Gauteng’s development think-tank

10 September 2008

The Gauteng government has entered a multi-million rand partnership with the University of the Witwatersrand (Wits) and the University of Johannesburg to set up a think-tank to help the province achieve its vision of becoming a leading global city-region.

To be established at a cost of R4-million, the Gauteng City-Region Observatory will be run by a research advisory committee consisting of representatives from the two universities, the Gauteng provincial government and local and metropolitan municipalities.

“The idea of establishing an observatory is to ensure that leading universities play a full role in developing a prime city-region in the province,” said Professor Peter Alexander, a director at the Centre for Sociological Research at the University of Johannesburg.

“The observatory will assist in developing a research-based approach to long-term strategic planning related to economic, social and other areas of development for the province.”

Catalyst for cooperation

In keeping with similar successful knowledge-intensive observatory initiatives implemented globally, Gauteng’s observatory – to be based at Wits – is expected to become a catalyst for further co-operation between universities and the government in various fields of scientific endeavour.

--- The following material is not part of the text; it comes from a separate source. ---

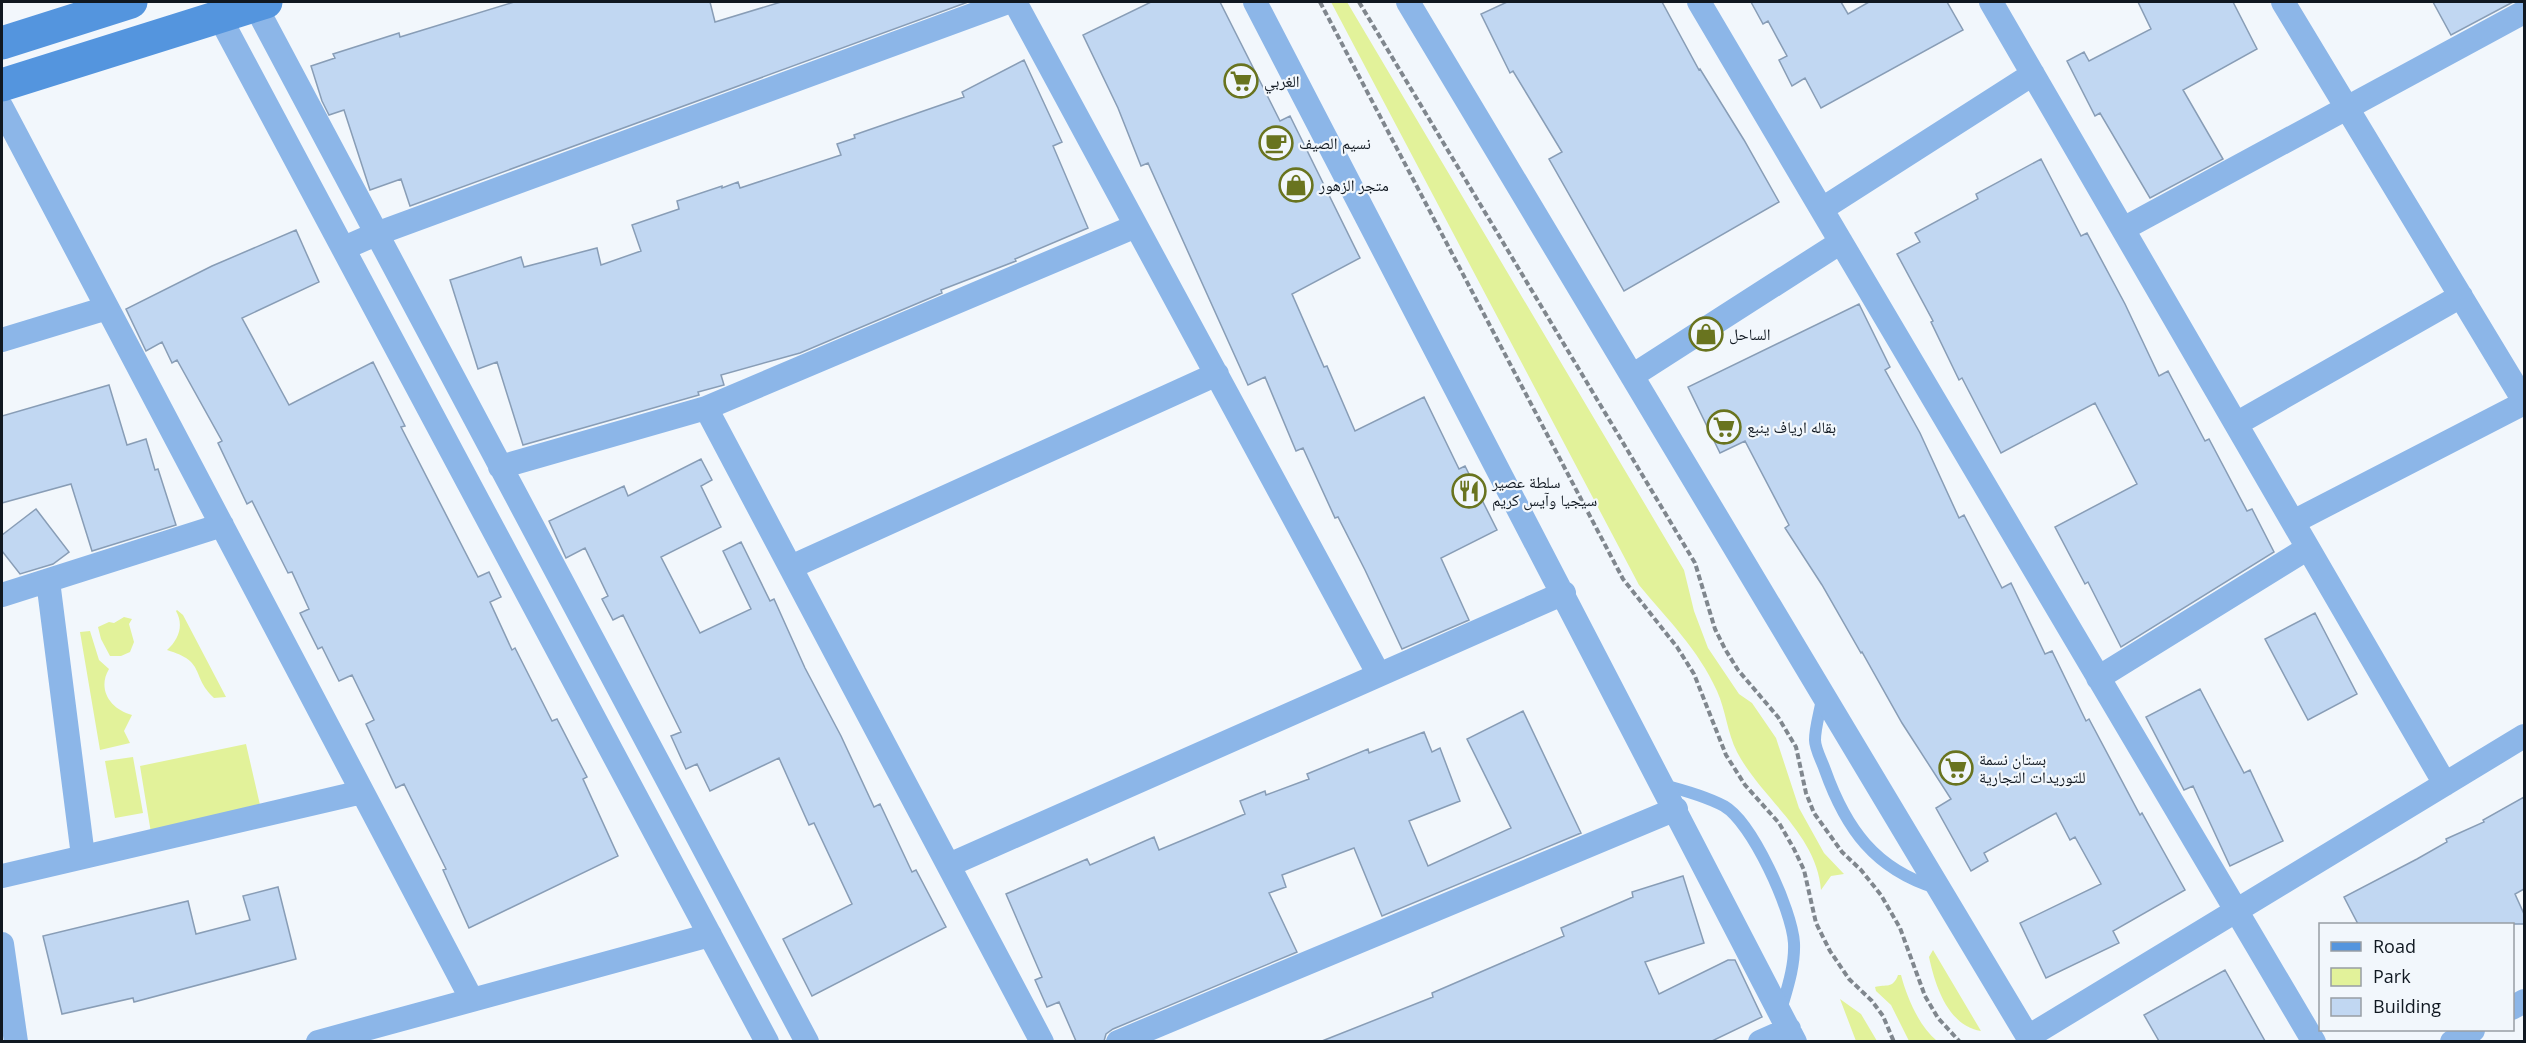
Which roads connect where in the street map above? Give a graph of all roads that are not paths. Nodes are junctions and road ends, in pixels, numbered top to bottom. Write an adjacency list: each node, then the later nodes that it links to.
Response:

“The key objective of the observatory is to make use of the intellectual capacity of institutions of higher learning and research institutions towards the achievement of the global city-region objectives, including socio-economic development,” said Professor Rob Moore, deputy vice-chancellor for advancement and partnerships at Wits.

Gauteng’s global city-region strategy, which features the province as a major metropolitan conurbation ranked in the world hierarchy of urban settlements, was influenced by the growing centrality of cities in modern economies like London, New York, Paris and Tokyo.

It was also a response to development challenges affecting the province, the ongoing divide between the first and second economies and the high levels of poverty in the province.

Prioritising resources

Moore described the establishment of the observatory as “unprecedented” in the province. “The establishment of the city-region perspective will prove the province as an economic power that drives the economic and social development of not only the region but of the continent as well.”

As part of its mandate, the observatory will collect data from Gauteng government departments to assess the progress made in implementing global initiatives to enhance socio-economic growth.

This data will also enable the province to make intelligent decisions that help to balance investment in new initiatives against maintaining existing infrastructure.

“In a resource-scarce context like Gauteng, the observatory will be key to helping the province prioritise in resource allocations,” he said.

The observatory, expected to be fully up and running before June 2009, is further expected to help Gauteng lay a firm foundation for the province’s Vision 2014, which aims to halve unemployment and poverty by 2014, among other things.